THE PROBLEM:
Pictures excluded, please retype exactly the lines from the start of the data through the line that contains "ring mcp: (363, 285)", both ends kept, and nothing beyond them.

::::::

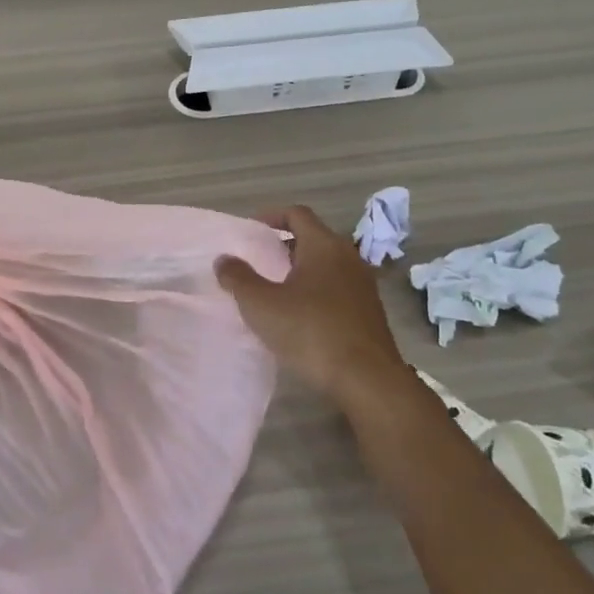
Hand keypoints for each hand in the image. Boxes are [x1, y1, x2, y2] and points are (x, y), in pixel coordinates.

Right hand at [216, 205, 411, 408]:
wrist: (367, 380)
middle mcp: (348, 257)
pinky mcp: (369, 312)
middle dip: (284, 246)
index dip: (272, 216)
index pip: (297, 214)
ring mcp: (363, 285)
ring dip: (301, 271)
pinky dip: (316, 291)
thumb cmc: (310, 331)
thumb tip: (224, 259)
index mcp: (324, 246)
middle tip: (259, 262)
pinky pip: (337, 289)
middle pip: (313, 238)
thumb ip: (238, 278)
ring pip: (326, 265)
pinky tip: (300, 316)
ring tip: (276, 290)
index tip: (251, 229)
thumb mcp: (262, 305)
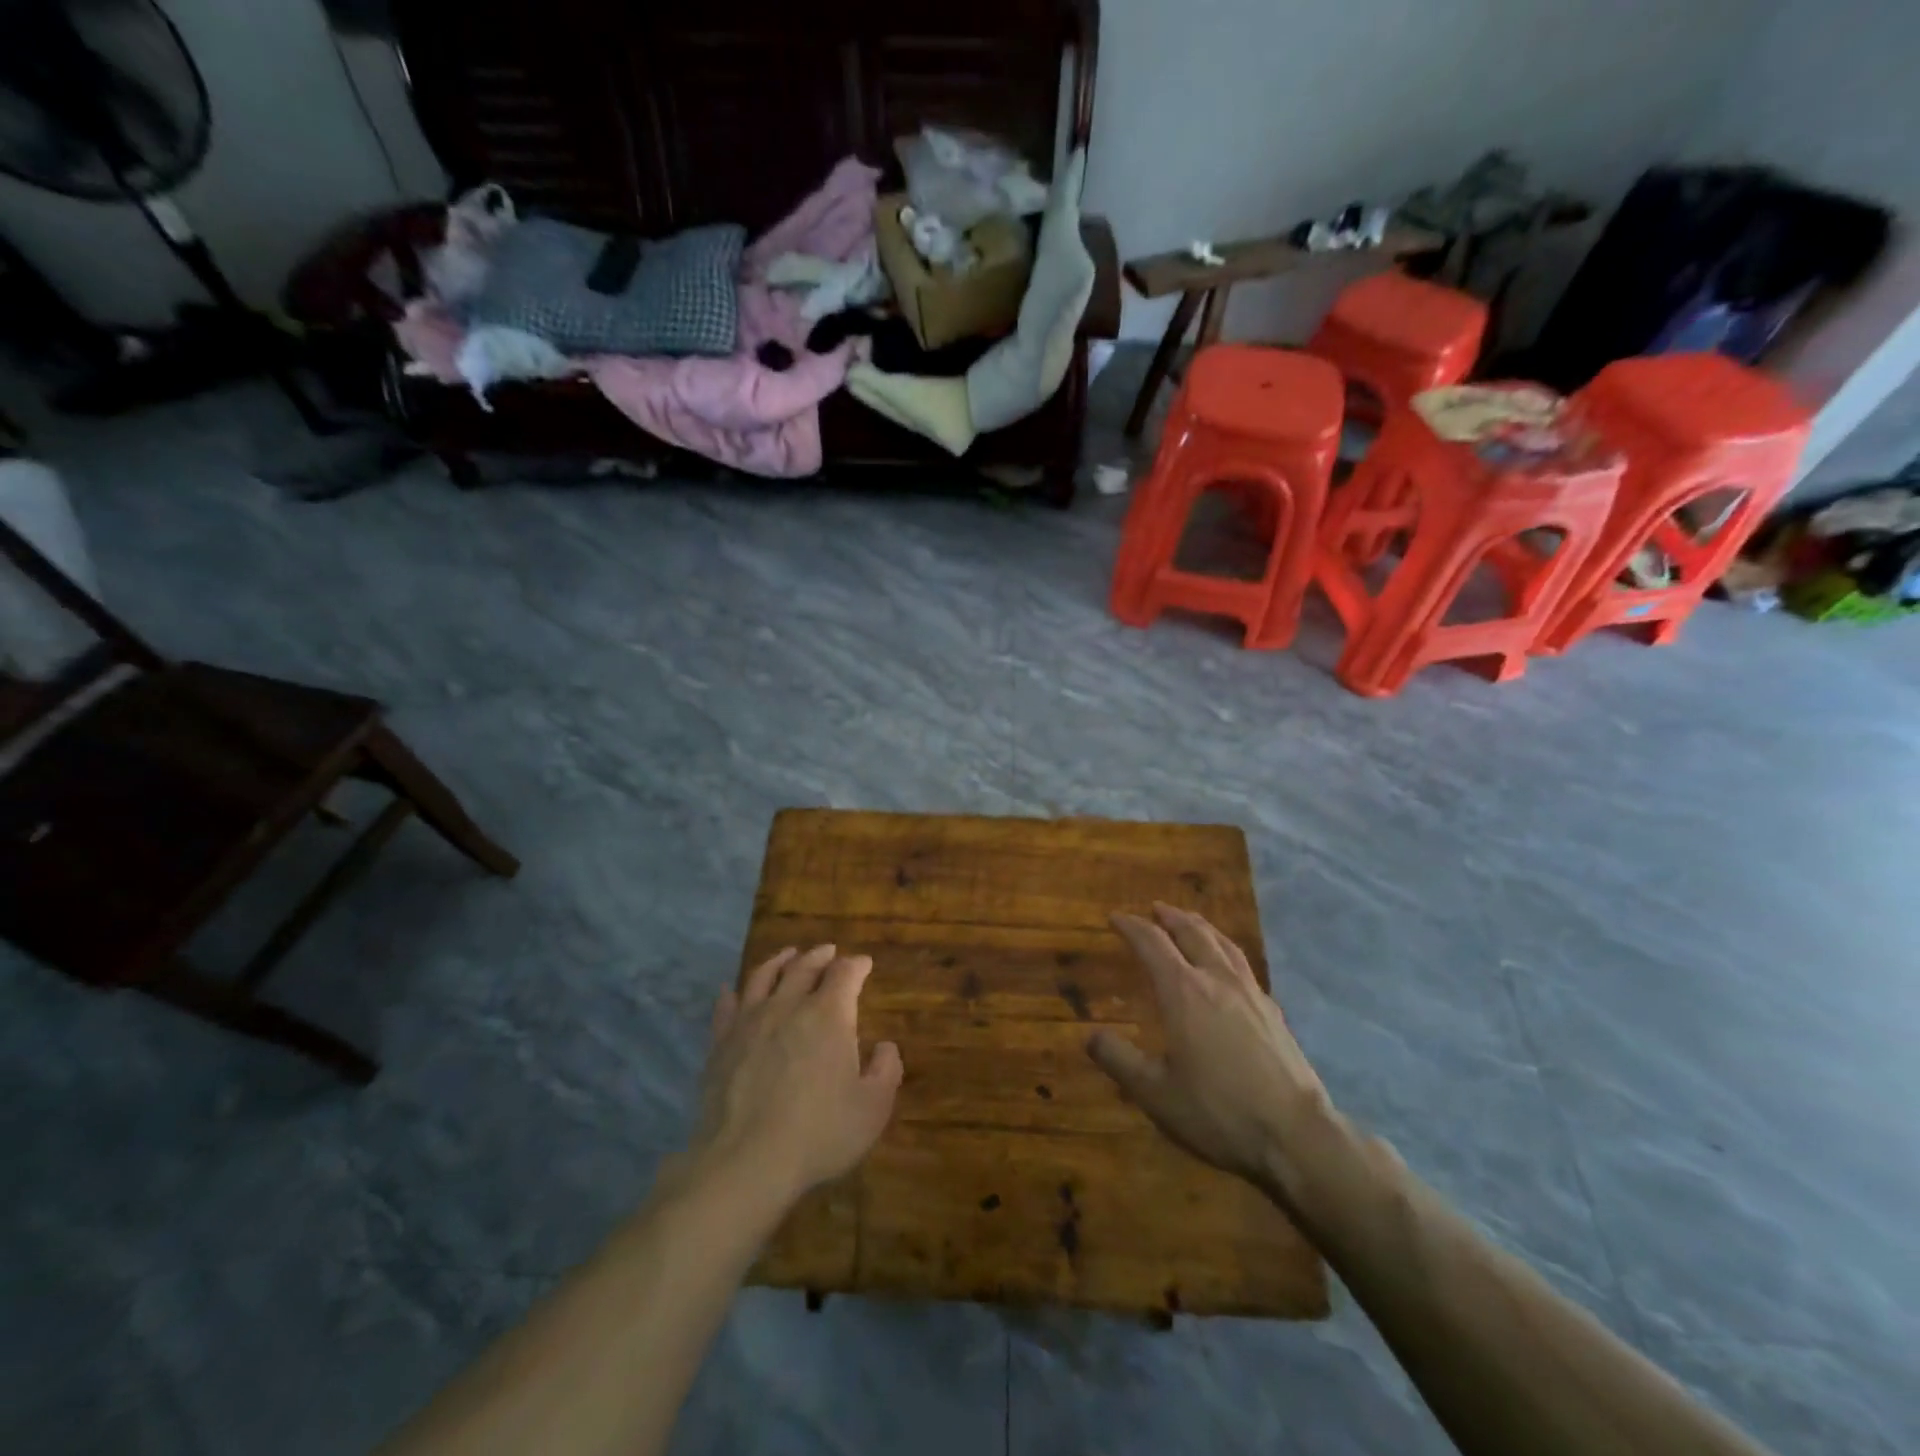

::::::

RESPONSE TO THIS TASK:
Hand keypoints for each hand in the image. Boxes are [x1, y1, x2, y2] and points are (x, y), in pixel coordinates.

Right hand at [216, 205, 411, 408]:
wrist: (367, 380)
middle mcp: (348, 257)
pinky mcp: (369, 312)
middle dip: (284, 246)
index dip: (272, 216)
index pip: (297, 214)
ring mcp: (363, 285)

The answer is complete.